Jupiter trojans do not maintain a fixed separation from Jupiter. They slowly librate around their respective equilibrium points, periodically moving closer to Jupiter or farther from it. Jupiter trojans generally follow paths called tadpole orbits around the Lagrangian points; the average period of their libration is about 150 years. The amplitude of the libration (along the Jovian orbit) varies from 0.6° to 88°, with the average being about 33°. Simulations show that Jupiter trojans can follow even more complicated trajectories when moving from one Lagrangian point to another—these are called horseshoe orbits (currently no Jupiter Trojan with such an orbit is known, though one is known for Neptune).

Dynamical families and binaries 
Discerning dynamical families within the Jupiter trojan population is more difficult than it is in the asteroid belt, because the Jupiter trojans are locked within a far narrower range of possible positions. This means that clusters tend to overlap and merge with the overall swarm. By 2003 roughly a dozen dynamical families were identified. Jupiter-trojan families are much smaller in size than families in the asteroid belt; the largest identified family, the Menelaus group, consists of only eight members.

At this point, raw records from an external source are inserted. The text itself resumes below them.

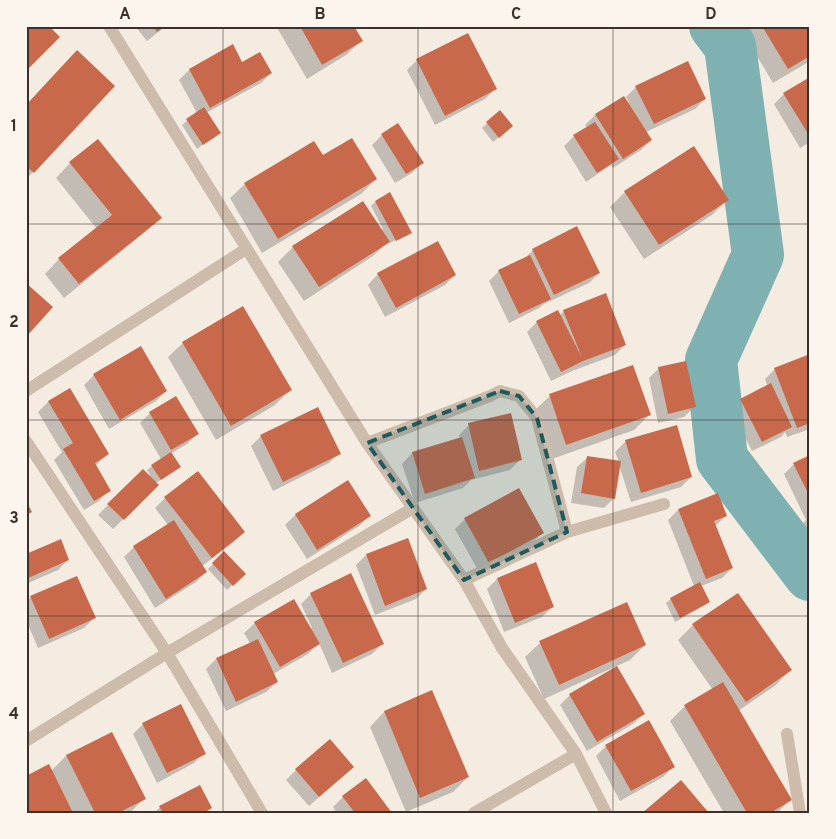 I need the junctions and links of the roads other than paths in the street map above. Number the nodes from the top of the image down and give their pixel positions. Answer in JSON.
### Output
{"nodes":[{"id":1,"x":109,"y":26,"type":"edge"},
{"id":2,"x":246,"y":249,"type":"junction"},
{"id":3,"x":26,"y":391,"type":"edge"},
{"id":4,"x":26,"y":441,"type":"edge"},
{"id":5,"x":367,"y":443,"type":"junction"},
{"id":6,"x":664,"y":504,"type":"dead end"},
{"id":7,"x":413,"y":508,"type":"junction"},
{"id":8,"x":567,"y":532,"type":"junction"},
{"id":9,"x":464,"y":580,"type":"junction"},
{"id":10,"x":167,"y":653,"type":"junction"},
{"id":11,"x":787,"y":734,"type":"dead end"},
{"id":12,"x":26,"y":741,"type":"edge"},
{"id":13,"x":576,"y":754,"type":"junction"},
{"id":14,"x":262,"y":813,"type":"edge"},
{"id":15,"x":474,"y":813,"type":"edge"},
{"id":16,"x":606,"y":813,"type":"edge"},
{"id":17,"x":800,"y":813,"type":"edge"}],
"edges":[{"from":1,"to":2,"type":"street"},
{"from":2,"to":3,"type":"street"},
{"from":2,"to":5,"type":"street"},
{"from":4,"to":10,"type":"street"},
{"from":5,"to":7,"type":"street"},
{"from":5,"to":8,"type":"street"},
{"from":6,"to":8,"type":"street"},
{"from":7,"to":9,"type":"street"},
{"from":7,"to":10,"type":"street"},
{"from":8,"to":9,"type":"street"},
{"from":9,"to":13,"type":"street"},
{"from":10,"to":12,"type":"street"},
{"from":10,"to":14,"type":"street"},
{"from":11,"to":17,"type":"street"},
{"from":13,"to":15,"type":"street"},
{"from":13,"to":16,"type":"street"}]}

In 2001, 617 Patroclus was the first Jupiter trojan to be identified as a binary asteroid. The binary's orbit is extremely close, at 650 km, compared to 35,000 km for the primary's Hill sphere. The largest Jupiter trojan—624 Hektor— is probably a contact binary with a moonlet.

Physical properties 

Jupiter trojans are dark bodies of irregular shape. Their geometric albedos generally vary between 3 and 10%. The average value is 0.056 ± 0.003 for the objects larger than 57 km, and 0.121 ± 0.003 (R-band) for those smaller than 25 km. The asteroid 4709 Ennomos has the highest albedo (0.18) of all known Jupiter trojans. Little is known about the masses, chemical composition, rotation or other physical properties of the Jupiter trojans.

Rotation 
The rotational properties of Jupiter trojans are not well known. Analysis of the rotational light curves of 72 Jupiter trojans gave an average rotational period of about 11.2 hours, whereas the average period of the control sample of asteroids in the asteroid belt was 10.6 hours. The distribution of the rotational periods of Jupiter trojans appeared to be well approximated by a Maxwellian function, whereas the distribution for main-belt asteroids was found to be non-Maxwellian, with a deficit of periods in the range 8–10 hours. The Maxwellian distribution of the rotational periods of Jupiter trojans may indicate that they have undergone a stronger collisional evolution compared to the asteroid belt.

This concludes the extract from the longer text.